=== Task item ===
All entries below are to be reproduced precisely as they stand, without the pictures.

=== Records from a data collection ===

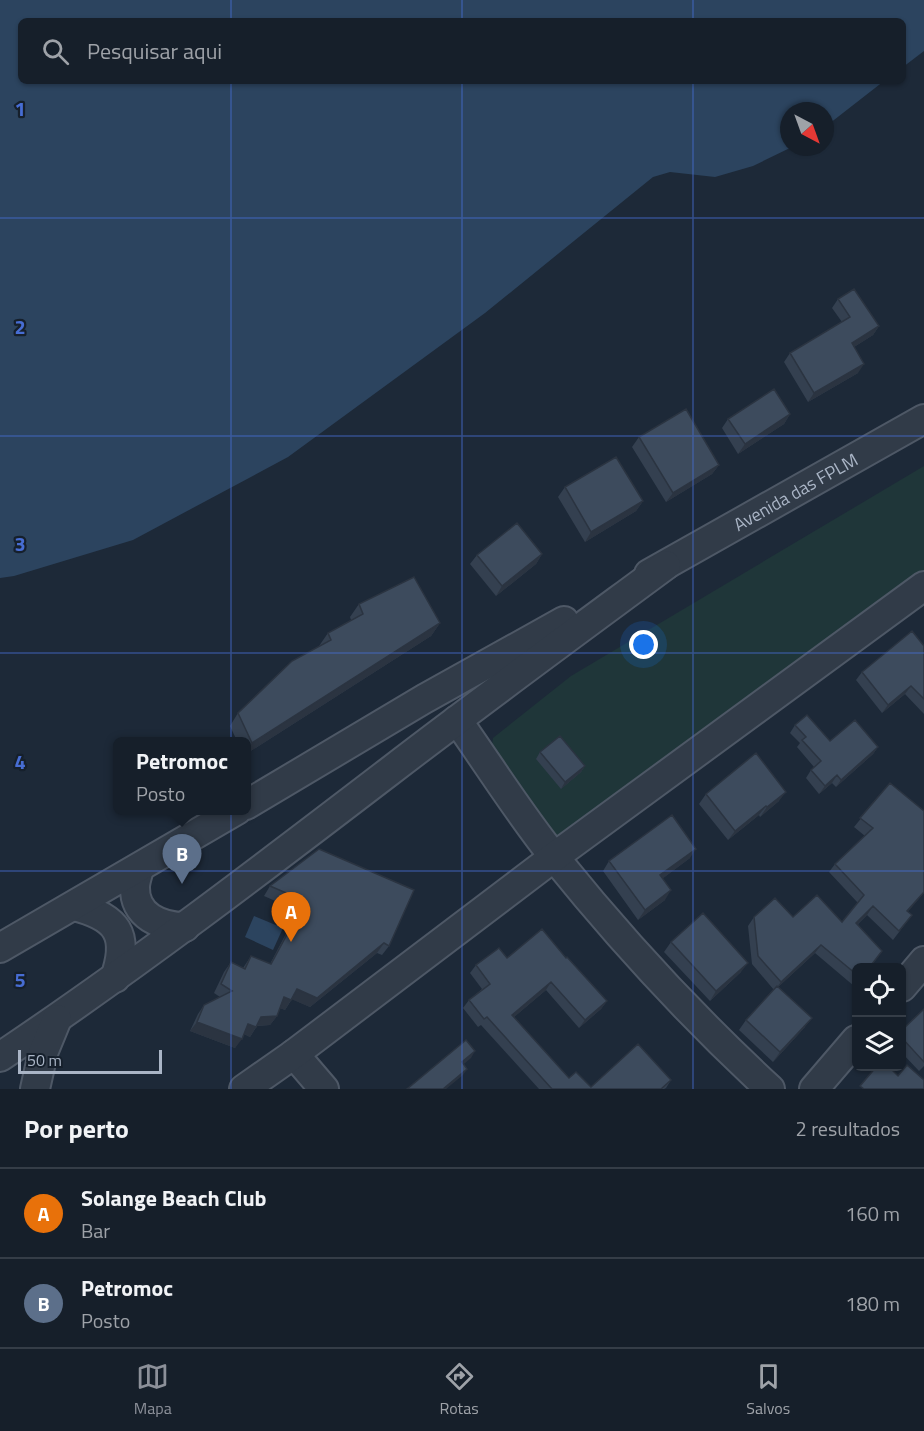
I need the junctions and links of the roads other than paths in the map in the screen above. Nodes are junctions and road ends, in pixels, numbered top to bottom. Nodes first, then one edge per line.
1 (924, 419) edge
2 (666, 565) junction
3 (924, 586) edge
4 (457, 720) junction
5 (251, 802) edge
6 (229, 815) edge
7 (554, 857) junction
8 (139, 868) junction
9 (75, 906) junction
10 (185, 927) junction
11 (0, 948) edge
12 (924, 961) edge
13 (116, 978) junction
14 (906, 982) edge
15 (57, 1019) junction
16 (852, 1045) edge
17 (294, 1054) junction
18 (0, 1057) edge
19 (34, 1089) edge
20 (244, 1089) edge
21 (324, 1089) edge
22 (770, 1089) edge
23 (814, 1089) edge

1 - 2 street, Avenida das FPLM
2 - 4 street
2 - 5 street
3 - 7 street
4 - 7 street
4 - 10 street
6 - 8 street
7 - 17 street
7 - 22 street
8 - 9 street
8 - 10 street
9 - 11 street
9 - 13 street
10 - 13 street
12 - 14 street
13 - 15 street
15 - 18 street
15 - 19 street
16 - 23 street
17 - 20 street
17 - 21 street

=== Expected answer ===
I need the junctions and links of the roads other than paths in the map in the screen above. Nodes are junctions and road ends, in pixels, numbered top to bottom. Nodes first, then one edge per line.
1 (924, 419) edge
2 (666, 565) junction
3 (924, 586) edge
4 (457, 720) junction
5 (251, 802) edge
6 (229, 815) edge
7 (554, 857) junction
8 (139, 868) junction
9 (75, 906) junction
10 (185, 927) junction
11 (0, 948) edge
12 (924, 961) edge
13 (116, 978) junction
14 (906, 982) edge
15 (57, 1019) junction
16 (852, 1045) edge
17 (294, 1054) junction
18 (0, 1057) edge
19 (34, 1089) edge
20 (244, 1089) edge
21 (324, 1089) edge
22 (770, 1089) edge
23 (814, 1089) edge

1 - 2 street, Avenida das FPLM
2 - 4 street
2 - 5 street
3 - 7 street
4 - 7 street
4 - 10 street
6 - 8 street
7 - 17 street
7 - 22 street
8 - 9 street
8 - 10 street
9 - 11 street
9 - 13 street
10 - 13 street
12 - 14 street
13 - 15 street
15 - 18 street
15 - 19 street
16 - 23 street
17 - 20 street
17 - 21 street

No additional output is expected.